Your goal: Once you find the line containing "Digitize the connectivity", output it and every line after it to the end of the records, exactly.

Provided records:
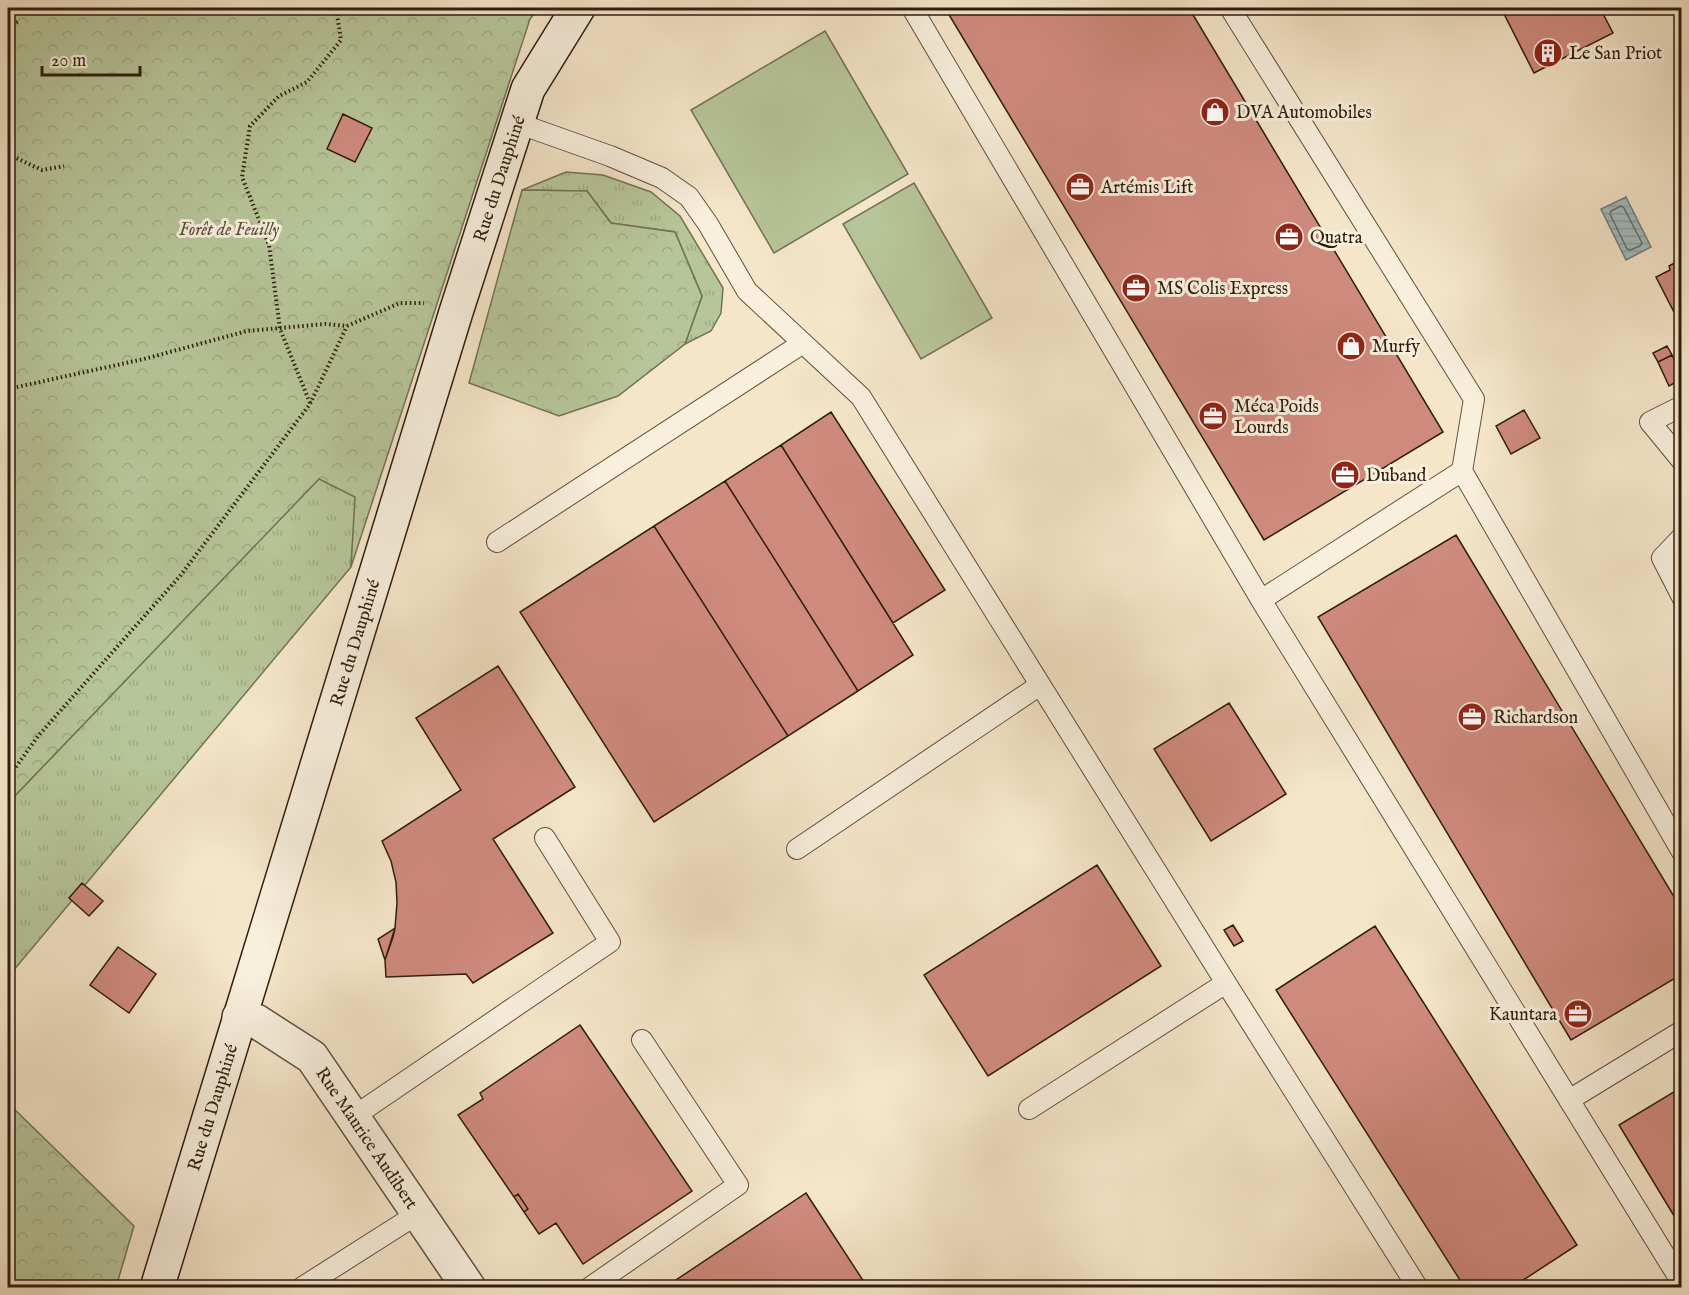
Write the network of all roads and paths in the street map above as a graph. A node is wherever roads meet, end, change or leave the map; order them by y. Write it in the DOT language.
graph roads {
  1 [pos="336,8"];
  2 [pos="578,8"];
  3 [pos="912,8"];
  4 [pos="1230,8"];
  5 [pos="18,22"];
  6 [pos="8,26"];
  7 [pos="517,123"];
  8 [pos="8,157"];
  9 [pos="64,166"];
  10 [pos="456,312"];
  11 [pos="347,326"];
  12 [pos="280,329"];
  13 [pos="803,343"];
  14 [pos="8,388"];
  15 [pos="310,404"];
  16 [pos="1682,405"];
  17 [pos="1682,461"];
  18 [pos="1462,471"];
  19 [pos="1682,537"];
  20 [pos="497,542"];
  21 [pos="1682,597"];
  22 [pos="1261,600"];
  23 [pos="1040,684"];
  24 [pos="8,778"];
  25 [pos="545,838"];
  26 [pos="797,849"];
  27 [pos="1682,852"];
  28 [pos="1226,983"];
  29 [pos="239,1017"];
  30 [pos="1682,1031"];
  31 [pos="642,1040"];
  32 [pos="1569,1100"];
  33 [pos="1029,1109"];
  34 [pos="353,1117"];
  35 [pos="418,1213"];
  36 [pos="1682,1283"];
  37 [pos="157,1287"];
  38 [pos="301,1287"];
  39 [pos="469,1287"];
  40 [pos="589,1287"];
  41 [pos="1418,1287"];
  1 -- 12 [label="path"];
  2 -- 7 [label="street, Rue du Dauphiné"];
  3 -- 22 [label="lane"];
  4 -- 18 [label="lane"];
  5 -- 6 [label="path"];
  7 -- 10 [label="street, Rue du Dauphiné"];
  7 -- 13 [label="lane"];
  8 -- 9 [label="path"];
  10 -- 11 [label="path"];
  10 -- 29 [label="street, Rue du Dauphiné"];
  11 -- 12 [label="path"];
  11 -- 15 [label="path"];
  12 -- 14 [label="path"];
  12 -- 15 [label="path"];
  13 -- 20 [label="lane"];
  13 -- 23 [label="lane"];
  15 -- 24 [label="path"];
  16 -- 17 [label="lane"];
  18 -- 22 [label="lane"];
  18 -- 27 [label="lane"];
  19 -- 21 [label="lane"];
  22 -- 32 [label="lane"];
  23 -- 26 [label="lane"];
  23 -- 28 [label="lane"];
  25 -- 34 [label="lane"];
  28 -- 33 [label="lane"];
  28 -- 41 [label="lane"];
  29 -- 34 [label="street, Rue Maurice Audibert"];
  29 -- 37 [label="street, Rue du Dauphiné"];
  30 -- 32 [label="lane"];
  31 -- 40 [label="lane"];
  32 -- 36 [label="lane"];
  34 -- 35 [label="street, Rue Maurice Audibert"];
  35 -- 38 [label="lane"];
  35 -- 39 [label="street, Rue Maurice Audibert"];
}
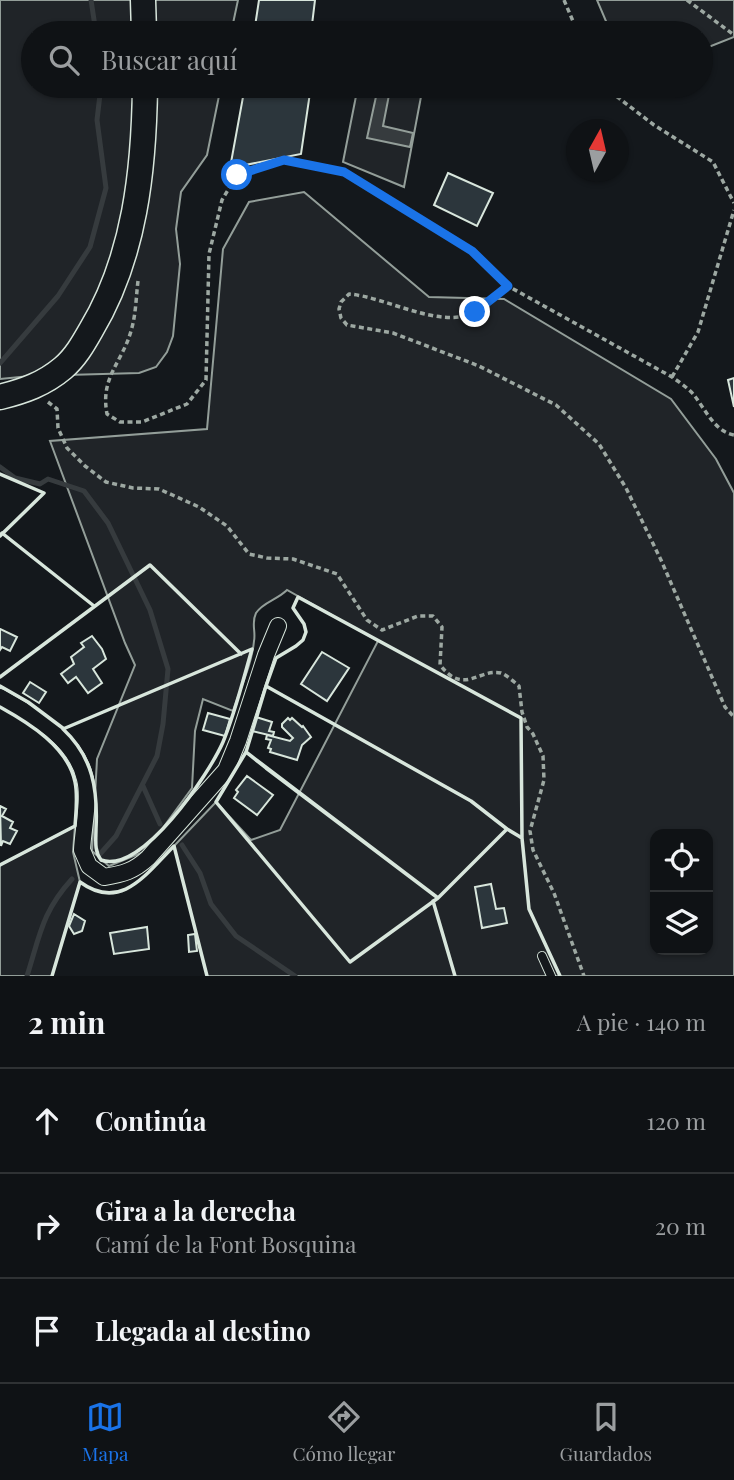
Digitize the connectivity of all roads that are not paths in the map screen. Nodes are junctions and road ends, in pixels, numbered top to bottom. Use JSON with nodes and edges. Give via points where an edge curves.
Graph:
{"nodes":[{"id":1,"x":143,"y":0,"type":"edge"},
{"id":2,"x":144,"y":21,"type":"edge"},
{"id":3,"x":144,"y":98,"type":"edge"},
{"id":4,"x":0,"y":397,"type":"edge"},
{"id":5,"x":278,"y":626,"type":"dead end"},
{"id":6,"x":0,"y":697,"type":"edge"},
{"id":7,"x":542,"y":956,"type":"dead end"},
{"id":8,"x":551,"y":976,"type":"edge"}],
"edges":[{"from":1,"to":2,"type":"main road"},
{"from":3,"to":4,"type":"main road","via":[[137,196],[119,271],[102,312],[75,356],[55,374],[32,388]]},
{"from":5,"to":6,"type":"street","via":[[226,770],[148,859],[124,874],[104,877],[85,861],[85,779],[72,750],[61,737]]},
{"from":7,"to":8,"type":"lane"}]}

Solved problem:
Digitize the connectivity of all roads that are not paths in the map screen. Nodes are junctions and road ends, in pixels, numbered top to bottom. Use JSON with nodes and edges. Give via points where an edge curves.
Graph:
{"nodes":[{"id":1,"x":143,"y":0,"type":"edge"},
{"id":2,"x":144,"y":21,"type":"edge"},
{"id":3,"x":144,"y":98,"type":"edge"},
{"id":4,"x":0,"y":397,"type":"edge"},
{"id":5,"x":278,"y":626,"type":"dead end"},
{"id":6,"x":0,"y":697,"type":"edge"},
{"id":7,"x":542,"y":956,"type":"dead end"},
{"id":8,"x":551,"y":976,"type":"edge"}],
"edges":[{"from":1,"to":2,"type":"main road"},
{"from":3,"to":4,"type":"main road","via":[[137,196],[119,271],[102,312],[75,356],[55,374],[32,388]]},
{"from":5,"to":6,"type":"street","via":[[226,770],[148,859],[124,874],[104,877],[85,861],[85,779],[72,750],[61,737]]},
{"from":7,"to":8,"type":"lane"}]}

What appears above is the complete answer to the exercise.